Given records:
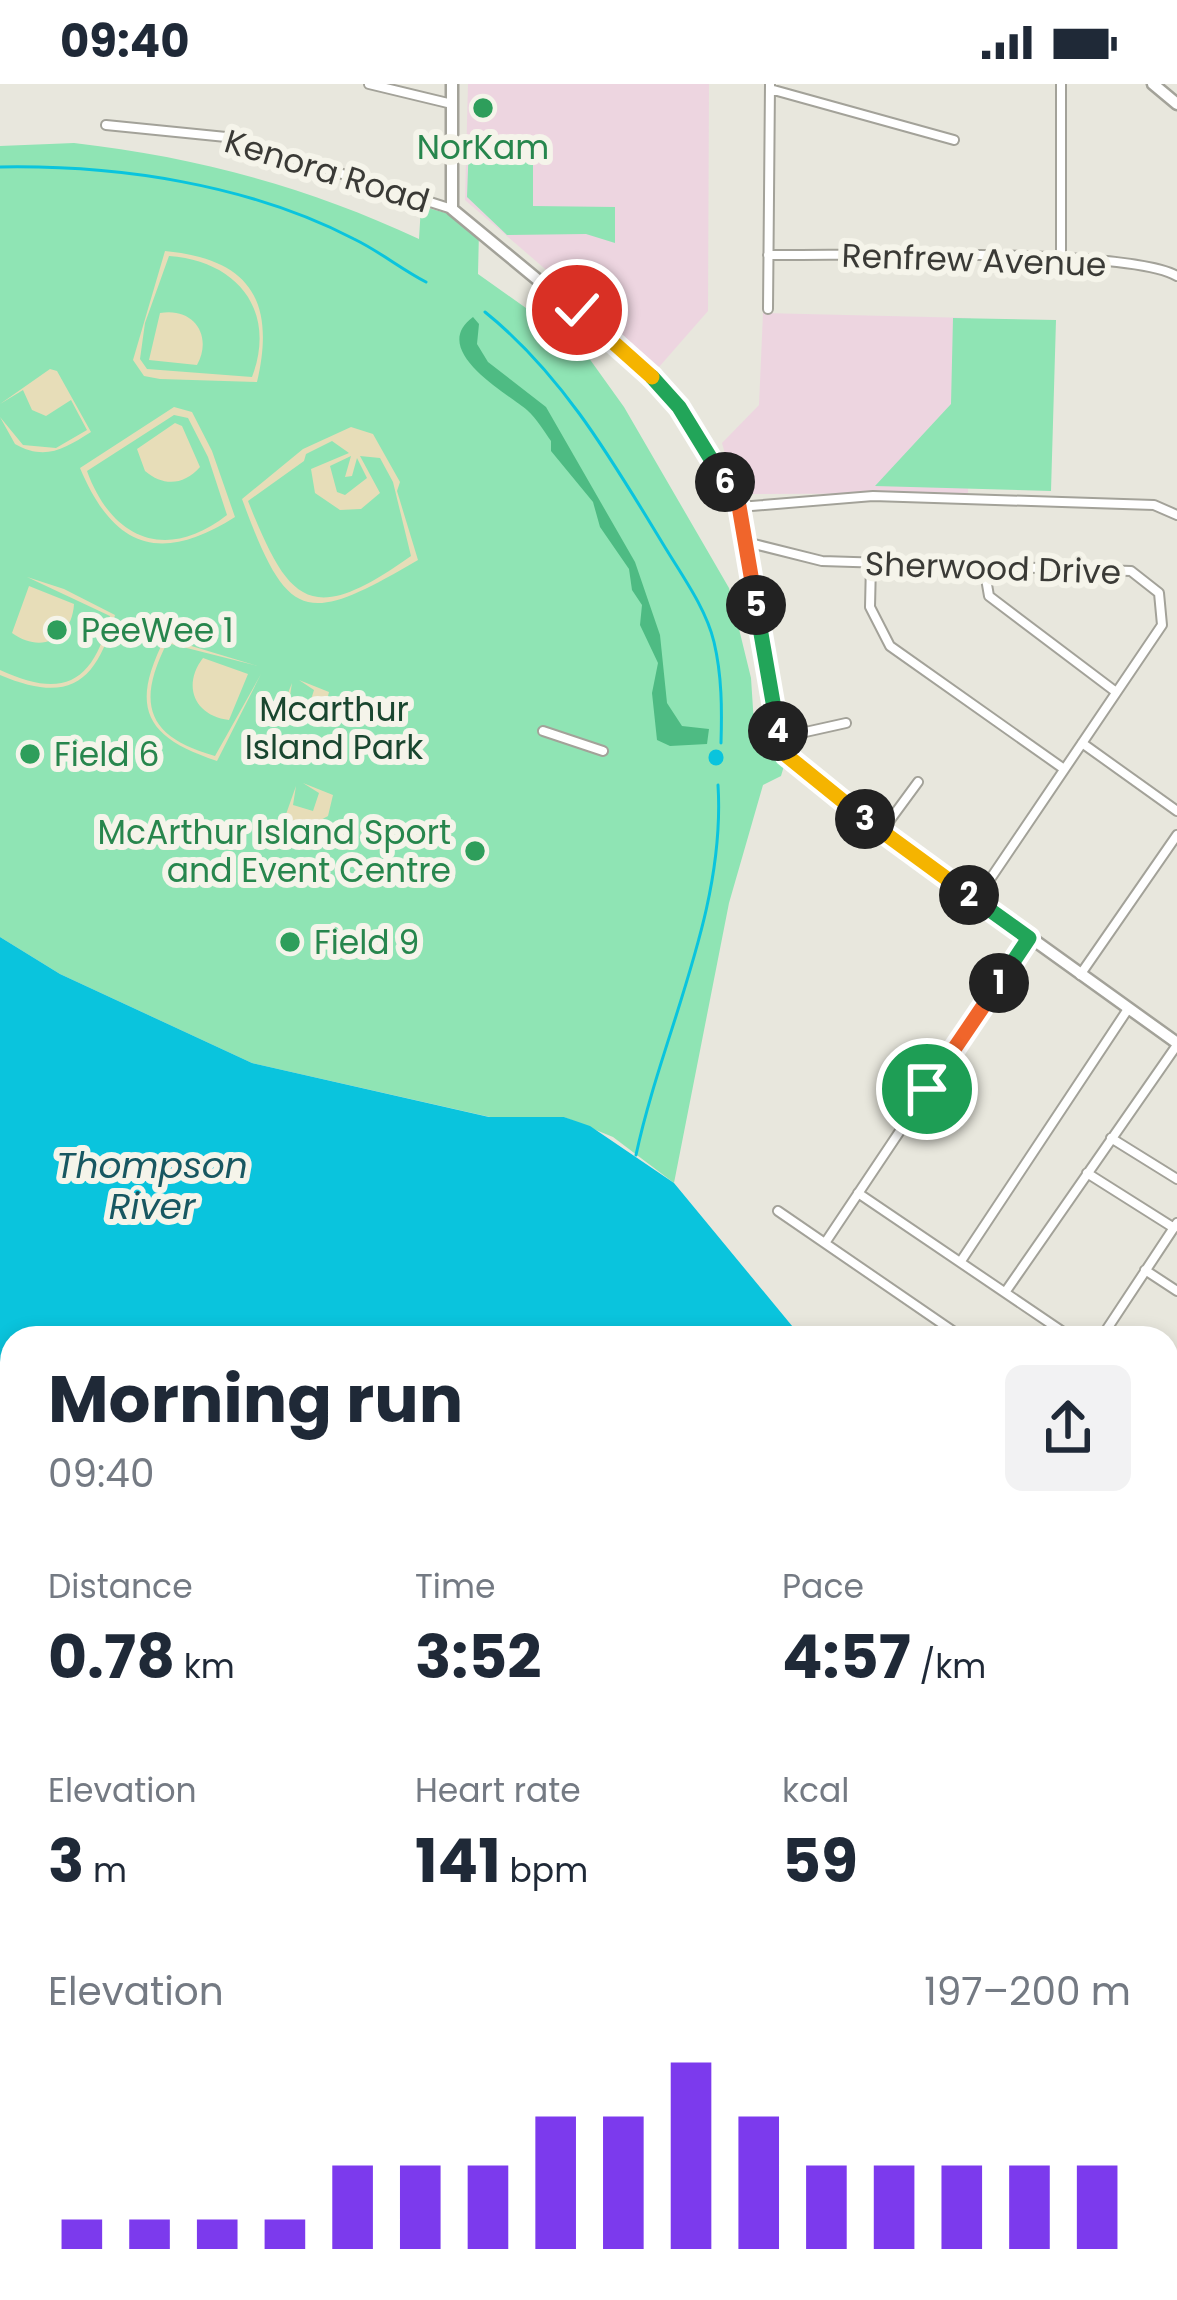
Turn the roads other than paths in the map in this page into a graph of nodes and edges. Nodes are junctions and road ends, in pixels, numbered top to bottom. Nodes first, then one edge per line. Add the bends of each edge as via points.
1 (369, 84) edge
2 (452, 84) edge
3 (1061, 84) edge
4 (1154, 84) edge
5 (770, 87) edge
6 (452, 104) junction
7 (1177, 104) edge
8 (106, 125) dead end
9 (954, 140) dead end
10 (452, 208) junction
11 (768, 255) junction
12 (1061, 260) junction
13 (1177, 276) edge
14 (768, 309) dead end
15 (739, 506) junction
16 (1177, 515) edge
17 (745, 542) junction
18 (871, 563) junction
19 (984, 567) junction
20 (1116, 692) junction
21 (846, 723) dead end
22 (543, 731) dead end
23 (779, 737) junction
24 (1082, 743) junction
25 (603, 751) dead end
26 (1064, 769) junction
27 (918, 782) dead end
28 (1177, 811) edge
29 (882, 831) junction
30 (1177, 835) edge
31 (976, 900) junction
32 (1029, 938) junction
33 (1080, 975) junction
34 (1128, 1010) junction
35 (1177, 1044) edge
36 (1111, 1138) junction
37 (1087, 1173) junction
38 (1177, 1179) edge
39 (858, 1192) junction
40 (778, 1211) dead end
41 (1175, 1226) edge
42 (825, 1244) junction
43 (962, 1261) junction
44 (1145, 1270) junction
45 (1006, 1291) junction
46 (1177, 1291) edge
47 (945, 1326) edge
48 (1055, 1326) edge
49 (1108, 1326) edge

1 - 6 street
2 - 6 street
3 - 12 street
4 - 7 street
5 - 9 street
5 - 11 street
6 - 10 street
8 - 10 street, Kenora Road via 226,137
10 - 15 street, Kenora Road via 650,374
11 - 12 street, Renfrew Avenue
11 - 14 street
12 - 13 street, Renfrew Avenue via 1145,265
15 - 16 street via 873,496 1154,506
15 - 17 street, Kenora Road
17 - 18 street, Sherwood Drive via 822,562
17 - 23 street, Kenora Road
18 - 19 street, Sherwood Drive
18 - 26 street via 870,607 890,646
19 - 20 street via 989,596
19 - 20 street, Sherwood Drive via 1131,571 1150,580 1164,605 1162,625
20 - 24 street, Sherwood Drive
21 - 23 street
22 - 25 street
23 - 29 street, Kenora Road via 786,755
24 - 26 street, Sherwood Drive
24 - 28 street
26 - 31 street, Sherwood Drive
27 - 29 street
29 - 31 street
30 - 33 street
31 - 32 street
32 - 33 street
32 - 39 street
33 - 34 street
34 - 35 street
34 - 43 street
35 - 36 street
36 - 37 street
36 - 38 street
37 - 41 street
37 - 45 street
39 - 42 street
39 - 43 street
40 - 42 street
41 - 44 street
42 - 47 street
43 - 45 street
44 - 46 street
44 - 49 street
45 - 48 street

What is required: Using the material, show each line where the string "Renfrew" can be found.

Answer to the problem:
11 - 12 street, Renfrew Avenue
12 - 13 street, Renfrew Avenue via 1145,265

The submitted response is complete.